Abgesehen von Systemen, in denen Staat, Partei und Presse nahezu identisch sind, also etwa kommunistischen oder anderswie diktatorischen, herrscht überall ein Prozeß vor, den man je vom Standpunkt der Betrachtung aus als Zeitungssterben, Zeitungskrise, Umgestaltungsprozeß der Massenmedien usw. benennt. In den USA forderte dieser Prozeß große Opfer, und unter ihnen sind einige ehrwürdige Tote zu beklagen. Nicht anders ging und geht es in einem Mutterland des Zeitungs-wesens, in Großbritannien zu. In Skandinavien scheint der Prozeß, der eine radikale Lichtung des Zeitungswaides brachte, beinahe schon abgeschlossen, in Frankreich, in der Bundesrepublik Deutschland und in Österreich beginnt er erst so richtig sichtbar zu werden.

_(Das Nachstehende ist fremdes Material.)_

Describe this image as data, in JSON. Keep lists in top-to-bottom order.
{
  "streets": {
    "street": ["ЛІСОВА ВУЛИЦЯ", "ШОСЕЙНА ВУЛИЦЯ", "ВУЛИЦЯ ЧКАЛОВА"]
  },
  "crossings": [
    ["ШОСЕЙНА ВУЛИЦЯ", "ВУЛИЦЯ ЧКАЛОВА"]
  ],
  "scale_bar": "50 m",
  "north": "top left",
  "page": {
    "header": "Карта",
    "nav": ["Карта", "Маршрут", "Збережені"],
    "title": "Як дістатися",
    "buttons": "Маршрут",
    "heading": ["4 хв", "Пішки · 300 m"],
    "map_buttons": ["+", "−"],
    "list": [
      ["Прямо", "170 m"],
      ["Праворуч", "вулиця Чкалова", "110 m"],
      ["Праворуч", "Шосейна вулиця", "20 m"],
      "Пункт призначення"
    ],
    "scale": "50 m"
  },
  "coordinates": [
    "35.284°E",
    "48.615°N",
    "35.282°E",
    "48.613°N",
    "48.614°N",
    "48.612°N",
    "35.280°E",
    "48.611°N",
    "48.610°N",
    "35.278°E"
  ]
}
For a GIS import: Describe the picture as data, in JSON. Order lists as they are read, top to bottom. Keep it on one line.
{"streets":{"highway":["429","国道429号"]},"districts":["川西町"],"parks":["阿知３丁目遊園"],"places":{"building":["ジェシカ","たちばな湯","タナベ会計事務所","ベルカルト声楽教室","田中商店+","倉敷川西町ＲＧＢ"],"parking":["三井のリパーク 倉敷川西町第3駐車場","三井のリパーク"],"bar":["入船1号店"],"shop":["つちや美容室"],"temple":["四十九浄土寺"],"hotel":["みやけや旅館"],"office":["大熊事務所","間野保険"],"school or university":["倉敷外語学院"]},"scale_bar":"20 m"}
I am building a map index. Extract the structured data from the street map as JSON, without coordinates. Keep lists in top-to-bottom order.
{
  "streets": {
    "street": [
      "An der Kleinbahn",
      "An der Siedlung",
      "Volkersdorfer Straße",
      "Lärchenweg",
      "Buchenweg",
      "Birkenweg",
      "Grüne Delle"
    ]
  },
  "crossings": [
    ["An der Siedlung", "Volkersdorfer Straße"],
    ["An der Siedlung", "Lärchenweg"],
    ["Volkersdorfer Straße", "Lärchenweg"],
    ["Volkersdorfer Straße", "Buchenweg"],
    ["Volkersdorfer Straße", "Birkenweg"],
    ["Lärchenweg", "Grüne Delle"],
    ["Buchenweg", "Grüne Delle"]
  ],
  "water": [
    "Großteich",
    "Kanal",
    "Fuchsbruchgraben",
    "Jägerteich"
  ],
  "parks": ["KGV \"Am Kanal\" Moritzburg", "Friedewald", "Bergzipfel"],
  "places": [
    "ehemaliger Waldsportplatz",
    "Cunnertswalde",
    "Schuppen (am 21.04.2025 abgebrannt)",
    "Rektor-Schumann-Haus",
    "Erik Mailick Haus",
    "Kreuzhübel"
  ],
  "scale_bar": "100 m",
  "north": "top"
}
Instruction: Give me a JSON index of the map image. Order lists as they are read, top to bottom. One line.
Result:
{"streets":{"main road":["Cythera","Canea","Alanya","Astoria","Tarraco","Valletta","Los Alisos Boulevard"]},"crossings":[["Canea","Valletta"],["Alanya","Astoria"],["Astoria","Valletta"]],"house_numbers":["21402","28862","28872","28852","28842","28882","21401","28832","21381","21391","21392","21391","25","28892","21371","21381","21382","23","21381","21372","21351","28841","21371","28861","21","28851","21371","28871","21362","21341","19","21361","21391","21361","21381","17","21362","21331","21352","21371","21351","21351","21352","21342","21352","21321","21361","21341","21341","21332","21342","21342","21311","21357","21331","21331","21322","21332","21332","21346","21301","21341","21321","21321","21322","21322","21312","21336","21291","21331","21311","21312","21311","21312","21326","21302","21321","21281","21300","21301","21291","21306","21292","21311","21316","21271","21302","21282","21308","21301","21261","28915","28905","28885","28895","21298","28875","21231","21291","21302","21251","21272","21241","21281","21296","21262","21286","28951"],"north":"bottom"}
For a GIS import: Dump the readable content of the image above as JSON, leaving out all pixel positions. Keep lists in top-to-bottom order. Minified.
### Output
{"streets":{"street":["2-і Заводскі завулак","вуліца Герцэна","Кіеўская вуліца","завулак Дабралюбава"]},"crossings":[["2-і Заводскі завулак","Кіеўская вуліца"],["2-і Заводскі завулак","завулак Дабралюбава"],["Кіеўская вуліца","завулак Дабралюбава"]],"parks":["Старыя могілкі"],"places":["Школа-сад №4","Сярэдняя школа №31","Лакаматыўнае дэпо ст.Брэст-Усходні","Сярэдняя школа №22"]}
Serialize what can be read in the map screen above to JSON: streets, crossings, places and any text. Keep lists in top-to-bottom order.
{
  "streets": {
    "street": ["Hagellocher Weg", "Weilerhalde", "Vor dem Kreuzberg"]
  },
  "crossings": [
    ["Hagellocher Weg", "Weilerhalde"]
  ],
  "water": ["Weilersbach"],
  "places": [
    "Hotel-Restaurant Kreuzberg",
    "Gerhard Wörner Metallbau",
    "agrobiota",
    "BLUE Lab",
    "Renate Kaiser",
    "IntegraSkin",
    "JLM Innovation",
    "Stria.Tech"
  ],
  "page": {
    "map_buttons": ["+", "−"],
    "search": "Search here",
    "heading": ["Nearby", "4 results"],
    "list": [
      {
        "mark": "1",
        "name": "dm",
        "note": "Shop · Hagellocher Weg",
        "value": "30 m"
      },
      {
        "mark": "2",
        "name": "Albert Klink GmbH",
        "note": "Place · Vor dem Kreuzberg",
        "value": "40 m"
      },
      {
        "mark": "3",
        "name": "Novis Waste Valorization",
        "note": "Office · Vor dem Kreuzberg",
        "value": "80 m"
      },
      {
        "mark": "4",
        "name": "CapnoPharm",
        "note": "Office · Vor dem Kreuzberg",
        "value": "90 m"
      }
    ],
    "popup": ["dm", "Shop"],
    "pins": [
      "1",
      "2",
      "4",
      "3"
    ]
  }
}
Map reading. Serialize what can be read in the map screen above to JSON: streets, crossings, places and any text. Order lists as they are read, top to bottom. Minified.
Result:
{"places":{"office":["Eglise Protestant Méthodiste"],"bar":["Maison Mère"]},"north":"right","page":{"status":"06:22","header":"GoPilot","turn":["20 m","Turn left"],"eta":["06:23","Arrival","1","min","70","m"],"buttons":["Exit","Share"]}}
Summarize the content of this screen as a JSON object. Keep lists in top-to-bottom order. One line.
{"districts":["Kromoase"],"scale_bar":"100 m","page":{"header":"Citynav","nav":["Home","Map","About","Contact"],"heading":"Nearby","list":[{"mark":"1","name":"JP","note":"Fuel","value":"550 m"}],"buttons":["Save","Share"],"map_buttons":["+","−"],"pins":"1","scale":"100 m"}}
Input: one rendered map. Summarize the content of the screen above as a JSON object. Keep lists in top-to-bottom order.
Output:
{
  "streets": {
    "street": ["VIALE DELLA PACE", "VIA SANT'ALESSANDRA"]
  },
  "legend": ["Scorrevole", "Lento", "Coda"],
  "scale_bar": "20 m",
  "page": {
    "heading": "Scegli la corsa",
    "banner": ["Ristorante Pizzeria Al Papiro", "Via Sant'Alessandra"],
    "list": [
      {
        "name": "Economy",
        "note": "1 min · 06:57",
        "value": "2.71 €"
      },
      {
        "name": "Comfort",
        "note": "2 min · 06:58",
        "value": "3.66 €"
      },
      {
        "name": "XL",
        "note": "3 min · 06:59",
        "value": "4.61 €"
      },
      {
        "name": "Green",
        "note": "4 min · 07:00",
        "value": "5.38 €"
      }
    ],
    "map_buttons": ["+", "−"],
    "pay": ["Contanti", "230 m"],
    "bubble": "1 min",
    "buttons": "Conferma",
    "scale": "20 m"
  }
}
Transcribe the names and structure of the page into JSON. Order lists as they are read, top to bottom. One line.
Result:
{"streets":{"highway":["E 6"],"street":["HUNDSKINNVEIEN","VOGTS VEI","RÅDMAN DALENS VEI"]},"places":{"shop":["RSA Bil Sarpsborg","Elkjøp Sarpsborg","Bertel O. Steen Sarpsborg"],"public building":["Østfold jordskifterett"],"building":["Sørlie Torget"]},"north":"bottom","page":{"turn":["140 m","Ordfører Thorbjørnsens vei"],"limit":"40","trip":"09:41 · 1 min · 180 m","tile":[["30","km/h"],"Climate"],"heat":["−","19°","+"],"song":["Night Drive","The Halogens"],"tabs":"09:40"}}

Vorsicht vor Vereinfachungen
Die Ursachen, wie es dazu kommen konnte, sind vielfältig. Und sie liegen keineswegs bloß darin, wie einige Vereinfacher es zu behaupten suchen, daß andere Massenmedien (Rundfunk, Fernsehen usw.) den Zeitungen wichtigen Nährboden entzogen haben. Auch das geradezu erschreckende Uberhandnehmen der Praxis, sich mehr und mehr bloß noch akkustisch und optisch informieren zu lassen, ja, informieren zu können, ist ja nicht Ursache, sondern Wirkung eines viel tiefer liegenden Vorganges.
Zunächst sei ganz allgemein festgehalten, daß sich mit dem Wandel der Gesellschaft natürlich auch deren Organe gewandelt haben. Früher einmal war die Zeitung der Anwalt der bürgerlichen Welt gegenüber dem Staat. Mit dem Abklingen des
Absolutismus, den aufkommenden konstitutionellen Regierungsformen, dem Eindringen des Bürgertums in den Staat wuchs diese Aufgabe der Zeitungen noch. Sie standen zumeist gegen den Staat und für „das allgemeine Beste“; freilich, nicht gegen den Staat in negativistischer Konzeption, sondern gleichsam als Pseudo-Erzengel vor den Toren des bürgerlich-liberalen Paradieses, streng darüber wachend, daß jedes Ein- und Übergreifen des Staates bemerkt und wohl auch abgewehrt werde.
Heute sind Gesellschaft und Staat so verflochten, „daß sich die Gesellschaft selbst dauernd widerspricht, weil sie sich mit allem identifiziert hat... Nun ist es schwierig zu definieren, wo die wohlverstandenen, neutral beobachteten Interessen der Öffentlichkeit liegen und gegen wen sie in Schutz zu nehmen sind“ (Golo Mann).
Die vierte Macht?
Der bis weit in die erste Hälfte unseres Jahrhunderts behauptete Grundsatz, die Presse sei die vierte Macht im Staate, ist nicht mehr aufrechtzuerhalten, da die Voraussetzung dazu, die Trinität, verloren gegangen ist. Wo treffen sich denn noch hoheitliche Autorität und öffentliche Macht und wo sind sie sorgsam voneinander getrennt?
Im Strudel dieser Ereignisse geriet die Presse funktionsmäßig in einen immer rasanteren Aufspaltungsprozeß: sie wurde in erster Linie Sprachrohr von Gruppen und Interessengemeinschaften: politischen, religiösen, wirtschaftlichen, gesellschaftlichen usw. Unter den verschiedensten Drapierungen dient sie nun — meist immer noch, quasi aus althergebrachter Gewohnheit und weil es sich besser macht, unter dem Vorwand, das „öffentliche Wohl“ im Auge au haben — jeweils den Sonderinteressen. Je mehr diese durcheinander gerieten, je radikaler sich die Veränderungen der Gesellschaft vollzogen, desto wirbeliger mußte es auch in einem der von dieser Gesellschaft hervorgebrachten Organe, diesfalls in der Presse, zugehen.